Большинство знакомых мне талантливых ученых обладает качеством, которое я не постесняюсь охарактеризовать как «исследовательский зуд». Иммануил Кант в свое время писал о «неустанном стремлении» обрести истинное знание, пусть и приводил не слишком убедительное обоснование: дескать, природа не наделила бы человека такой жаждой, не будь у нас возможности ее удовлетворить. Насколько я могу судить, отсутствие понимания всегда вызывает обеспокоенность и недовольство, причем эти ощущения знакомы не только ученым, но и обычным людям – иначе как объяснить то облегчение, которое они ощущают, когда узнают, что некое загадочное и тревожащее явление поддается объяснению? Нам важно не знание само по себе, а удовлетворение от обретенного знания. Фрэнсис Бэкон и Ян Амос Коменский, два философа-основоположника современной науки, на сочинения которых я часто ссылаюсь, принесли людям факелы познания. Быть может, то беспокойство, о котором я пишу, есть взрослый аналог детской боязни темноты, а данную боязнь, как полагал Бэкон, возможно прогнать лишь «огнем природы».
Меня часто спрашивают: «А что побудило сделаться ученым конкретно вас?» Честно сказать, я вряд ли в состоянии дать вразумительный ответ на этот вопрос, поскольку уже почти не помню те времена, когда жизнь ученого еще не казалась мне самым восхитительным занятием на свете. Безусловно, на меня оказали немалое влияние книги Жюля Верна и Герберта Уэллса, наряду с теми далеко не всегда бестолковыми популярными энциклопедиями, которые частенько попадаются в руки детям, читающим взахлеб и все подряд. Также назову научно-популярные издания, дешевые («шестипенсовые», как обычно говорят, хотя на самом деле они стоили десять центов) книги о звездах, атомах, Земле, океанах и прочем. К слову, я действительно боялся темноты – и, если верна проведенная выше параллель между детскими страхами и поведением взрослых, это тоже помогло.
Некоторых новичков, а в особенности некоторых женщин, склонных в силу социально обусловленной (но вряд ли оправданной) привычки к самоуничижению, может тревожить вопрос: а хватит ли им, грубо говоря, мозгов на занятия наукой? Смело могу сказать, что нет нужды изводить себя этим вопросом, ибо чтобы стать хорошим ученым, совершенно не обязательно обладать поразительными (убийственными) умственными способностями.
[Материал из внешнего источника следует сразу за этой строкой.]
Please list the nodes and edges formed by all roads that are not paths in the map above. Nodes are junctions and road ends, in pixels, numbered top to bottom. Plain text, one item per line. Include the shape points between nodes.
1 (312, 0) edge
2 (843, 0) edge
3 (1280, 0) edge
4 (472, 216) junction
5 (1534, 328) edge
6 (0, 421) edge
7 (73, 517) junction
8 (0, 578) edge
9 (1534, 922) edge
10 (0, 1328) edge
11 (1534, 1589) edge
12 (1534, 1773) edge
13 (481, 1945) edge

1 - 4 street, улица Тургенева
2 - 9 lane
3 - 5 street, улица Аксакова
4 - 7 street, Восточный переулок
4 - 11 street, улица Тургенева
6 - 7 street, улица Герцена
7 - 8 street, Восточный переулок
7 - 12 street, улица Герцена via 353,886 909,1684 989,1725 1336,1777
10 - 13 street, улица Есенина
Конечно, препятствиями на пути к науке наверняка станут антипатия или полное безразличие к умственной деятельности и нетерпимость к абстракциям, однако ничто в экспериментальной науке не требует ни «отприродных» озарений, ни врожденного дара к дедуктивному мышлению. Без здравого смысла, разумеется, не обойтись, и хорошо бы обладать кое-какими старомодными добродетелями, которые сегодня, увы, вышли, как кажется, из употребления. Я имею в виду усердие, прилежание, целеполагание, умение сосредотачиваться и преодолевать преграды, встающие на пути, не опускать рук при неудачах – например, когда выясняешь после длительных и утомительных изысканий, что гипотеза, к которой ты уже прикипел всем сердцем, по сути своей ошибочна.
Ради успокоения смятенных умов я предлагаю тест на интеллект, который позволит выявить разницу между здравым смыслом и теми ослепительными высотами ума, куда, как считается, порой забираются (должны забираться) ученые. Для многих людей отдельные фигуры на полотнах Эль Греко (прежде всего фигуры святых) выглядят неестественно высокими и худыми. Офтальмолог, чье имя упоминать не стоит, предположил, что это объясняется дефектом зрения художника: мол, Эль Греко видел людей именно так – и рисовал, как видел.
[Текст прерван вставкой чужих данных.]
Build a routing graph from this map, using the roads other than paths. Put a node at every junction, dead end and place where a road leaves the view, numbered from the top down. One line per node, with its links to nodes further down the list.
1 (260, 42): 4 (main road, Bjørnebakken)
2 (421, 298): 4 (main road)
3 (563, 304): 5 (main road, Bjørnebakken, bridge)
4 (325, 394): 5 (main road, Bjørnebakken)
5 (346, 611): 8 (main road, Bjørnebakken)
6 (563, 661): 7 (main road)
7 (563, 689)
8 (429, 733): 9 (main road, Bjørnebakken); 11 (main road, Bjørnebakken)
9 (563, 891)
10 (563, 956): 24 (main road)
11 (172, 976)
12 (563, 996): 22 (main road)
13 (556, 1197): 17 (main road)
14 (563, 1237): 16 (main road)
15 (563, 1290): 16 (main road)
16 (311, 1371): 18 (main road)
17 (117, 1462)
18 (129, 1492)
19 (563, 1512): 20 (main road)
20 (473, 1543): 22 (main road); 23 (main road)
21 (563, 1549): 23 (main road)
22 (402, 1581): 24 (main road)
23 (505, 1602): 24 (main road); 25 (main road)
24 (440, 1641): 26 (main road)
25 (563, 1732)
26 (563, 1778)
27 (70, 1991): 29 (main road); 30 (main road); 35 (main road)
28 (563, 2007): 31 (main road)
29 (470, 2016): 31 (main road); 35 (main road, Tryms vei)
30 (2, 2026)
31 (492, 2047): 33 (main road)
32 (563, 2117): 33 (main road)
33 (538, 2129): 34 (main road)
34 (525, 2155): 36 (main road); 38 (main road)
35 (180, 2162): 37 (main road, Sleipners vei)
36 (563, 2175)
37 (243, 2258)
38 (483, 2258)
Насколько обоснованной является подобная интерпретация? Задавая этот вопрос и обращаясь порой к достаточно представительной академической аудитории, я обычно добавляю: «Всякий, кто мгновенно сообразит, что это объяснение – полная ерунда, причем ерунда скорее в философском, а не в эстетическом отношении, определенно умен. С другой стороны, тот, кто не поймет, что это чепуха, когда будет разъяснена ошибочность такого толкования, несомненно, глуп». Объяснение здесь эпистемологическое – то есть непосредственно связанное с теорией познания.